Why is turquoise one of the most popular and valuable semiprecious stones in today’s jewelry market? One reason is its color which varies from almost white to intense green to greenish blue to sky blue.
Another reason is that it looks great in multiple settings from casual to elegant. Almost all deposits of turquoise in the United States are found in volcanic hydrothermal desert regions like Arizona and Nevada within 180 feet of the surface.
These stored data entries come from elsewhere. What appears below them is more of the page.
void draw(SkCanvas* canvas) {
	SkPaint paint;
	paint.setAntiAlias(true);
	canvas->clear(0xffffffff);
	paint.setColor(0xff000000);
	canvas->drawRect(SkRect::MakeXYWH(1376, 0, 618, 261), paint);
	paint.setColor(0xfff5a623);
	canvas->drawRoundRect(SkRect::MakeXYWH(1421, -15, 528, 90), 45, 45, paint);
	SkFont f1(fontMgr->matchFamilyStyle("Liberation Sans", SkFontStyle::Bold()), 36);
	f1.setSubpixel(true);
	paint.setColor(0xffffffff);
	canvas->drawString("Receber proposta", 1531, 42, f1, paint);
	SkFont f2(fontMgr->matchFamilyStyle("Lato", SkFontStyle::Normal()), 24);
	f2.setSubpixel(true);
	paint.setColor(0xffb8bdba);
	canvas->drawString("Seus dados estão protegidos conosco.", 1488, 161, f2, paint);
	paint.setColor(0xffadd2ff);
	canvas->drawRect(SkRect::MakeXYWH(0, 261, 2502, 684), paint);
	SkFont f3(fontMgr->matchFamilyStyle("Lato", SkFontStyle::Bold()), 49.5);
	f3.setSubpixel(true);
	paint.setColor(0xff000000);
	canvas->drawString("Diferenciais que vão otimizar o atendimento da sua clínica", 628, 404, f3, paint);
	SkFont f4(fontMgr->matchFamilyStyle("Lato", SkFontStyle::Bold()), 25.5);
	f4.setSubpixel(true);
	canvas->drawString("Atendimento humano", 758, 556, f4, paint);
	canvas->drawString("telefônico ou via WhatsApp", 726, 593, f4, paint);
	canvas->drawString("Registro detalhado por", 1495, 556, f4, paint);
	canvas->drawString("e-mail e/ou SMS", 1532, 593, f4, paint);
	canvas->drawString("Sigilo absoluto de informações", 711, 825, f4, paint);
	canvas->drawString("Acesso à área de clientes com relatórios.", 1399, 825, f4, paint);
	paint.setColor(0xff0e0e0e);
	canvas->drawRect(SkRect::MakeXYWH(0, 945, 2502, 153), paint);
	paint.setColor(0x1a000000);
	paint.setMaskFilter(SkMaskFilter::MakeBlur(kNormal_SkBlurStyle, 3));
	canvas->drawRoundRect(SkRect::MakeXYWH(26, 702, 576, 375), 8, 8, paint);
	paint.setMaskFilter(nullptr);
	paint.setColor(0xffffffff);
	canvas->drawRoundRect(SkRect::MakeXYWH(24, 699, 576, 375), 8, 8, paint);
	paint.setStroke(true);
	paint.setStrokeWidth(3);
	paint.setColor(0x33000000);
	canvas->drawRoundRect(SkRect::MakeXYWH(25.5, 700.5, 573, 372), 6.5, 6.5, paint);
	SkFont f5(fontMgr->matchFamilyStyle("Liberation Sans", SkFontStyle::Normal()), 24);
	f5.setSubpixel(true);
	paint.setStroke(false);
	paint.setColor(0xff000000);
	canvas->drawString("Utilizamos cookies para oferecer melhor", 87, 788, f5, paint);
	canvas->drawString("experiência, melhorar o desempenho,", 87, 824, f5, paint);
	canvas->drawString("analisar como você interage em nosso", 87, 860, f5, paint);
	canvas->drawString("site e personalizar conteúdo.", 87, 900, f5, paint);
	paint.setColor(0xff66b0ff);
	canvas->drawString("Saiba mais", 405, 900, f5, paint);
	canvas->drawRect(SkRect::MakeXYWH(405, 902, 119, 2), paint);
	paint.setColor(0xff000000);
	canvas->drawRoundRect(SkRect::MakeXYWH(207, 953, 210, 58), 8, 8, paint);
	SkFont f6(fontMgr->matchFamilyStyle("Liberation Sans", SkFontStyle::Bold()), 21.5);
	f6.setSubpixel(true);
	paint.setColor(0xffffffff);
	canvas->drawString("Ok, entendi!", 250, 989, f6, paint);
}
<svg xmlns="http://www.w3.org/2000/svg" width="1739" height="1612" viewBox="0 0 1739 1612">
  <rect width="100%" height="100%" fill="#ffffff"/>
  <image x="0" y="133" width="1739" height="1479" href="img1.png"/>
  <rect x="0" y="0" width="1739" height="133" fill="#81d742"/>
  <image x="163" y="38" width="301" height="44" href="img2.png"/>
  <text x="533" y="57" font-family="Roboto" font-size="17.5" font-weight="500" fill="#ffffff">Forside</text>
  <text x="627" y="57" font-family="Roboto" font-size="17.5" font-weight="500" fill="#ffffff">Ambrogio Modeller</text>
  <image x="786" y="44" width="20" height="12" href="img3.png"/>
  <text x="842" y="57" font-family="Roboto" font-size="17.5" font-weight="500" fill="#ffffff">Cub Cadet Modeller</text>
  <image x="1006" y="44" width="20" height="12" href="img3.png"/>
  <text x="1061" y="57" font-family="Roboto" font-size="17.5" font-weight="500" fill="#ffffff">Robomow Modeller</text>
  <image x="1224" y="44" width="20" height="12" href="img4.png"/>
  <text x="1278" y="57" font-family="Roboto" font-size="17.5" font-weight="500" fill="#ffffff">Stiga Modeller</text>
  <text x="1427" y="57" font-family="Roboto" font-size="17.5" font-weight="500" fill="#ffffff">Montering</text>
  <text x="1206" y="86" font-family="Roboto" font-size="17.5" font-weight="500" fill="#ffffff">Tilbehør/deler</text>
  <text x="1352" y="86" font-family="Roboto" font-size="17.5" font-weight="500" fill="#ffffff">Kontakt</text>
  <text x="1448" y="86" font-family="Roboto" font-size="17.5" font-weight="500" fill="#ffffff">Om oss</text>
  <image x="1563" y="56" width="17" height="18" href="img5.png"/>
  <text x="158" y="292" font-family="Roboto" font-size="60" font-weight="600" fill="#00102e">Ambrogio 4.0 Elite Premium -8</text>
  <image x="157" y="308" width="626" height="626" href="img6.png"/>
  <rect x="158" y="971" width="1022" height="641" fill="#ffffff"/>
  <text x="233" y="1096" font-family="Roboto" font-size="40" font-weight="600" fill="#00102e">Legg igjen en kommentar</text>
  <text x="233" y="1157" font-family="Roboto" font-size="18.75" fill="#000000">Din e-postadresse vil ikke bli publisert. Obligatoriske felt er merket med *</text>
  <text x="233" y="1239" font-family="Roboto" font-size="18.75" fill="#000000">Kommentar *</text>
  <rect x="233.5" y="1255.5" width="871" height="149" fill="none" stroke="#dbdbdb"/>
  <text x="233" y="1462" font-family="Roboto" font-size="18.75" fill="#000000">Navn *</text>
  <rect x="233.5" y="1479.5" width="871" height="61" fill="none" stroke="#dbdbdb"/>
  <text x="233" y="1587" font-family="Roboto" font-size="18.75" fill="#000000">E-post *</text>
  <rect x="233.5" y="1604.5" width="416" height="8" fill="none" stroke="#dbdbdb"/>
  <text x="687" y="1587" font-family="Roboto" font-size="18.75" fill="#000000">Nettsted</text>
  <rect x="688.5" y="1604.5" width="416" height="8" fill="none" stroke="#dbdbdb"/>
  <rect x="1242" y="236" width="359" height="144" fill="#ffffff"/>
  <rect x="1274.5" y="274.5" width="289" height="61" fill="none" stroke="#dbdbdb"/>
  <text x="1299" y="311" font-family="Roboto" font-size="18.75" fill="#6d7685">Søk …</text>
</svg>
High quality untreated turquoise is rare. Most turquoise bought today will be treated with a generally accepted process called turquoise stabilization. In the stabilization process, nuggets are dried and then an epoxy is forced into the stone under intense pressure. The treated turquoise is sealed and allowed to dry slowly. The epoxy heightens color and makes the stone harder. Stabilized turquoise can be cut and polished as well or better than natural turquoise.
Be cautious because turquoise has been faked for centuries. Blue resin can be made to look like turquoise but you can tell if it’s fake by touching it with a hot needle. It will burn and give off a plastic odor. Also, it’s much lighter in weight. There are other minerals that can be made to look like turquoise. The best example is howlite stone with spider web veins like the one in the photo.
It’s softer, lighter, cheaper, more common and can be dyed to look exactly like turquoise. If you can see white inside of a bead’s hole, it’s most likely howlite.
Take care of your beautiful turquoise by cleaning it occasionally with mild soap and warm water. Inks, cloth dyes, fruits, and oily skin can stain your turquoise. Extended exposure in strong sunshine may cause cracks and color fading. Never store your turquoise in an airtight package because it can loose its luster.
Now for the hard question. How do you keep the fabulous sterling setting highly polished while allowing air to the turquoise? Any ideas? My silver always seems to need polishing.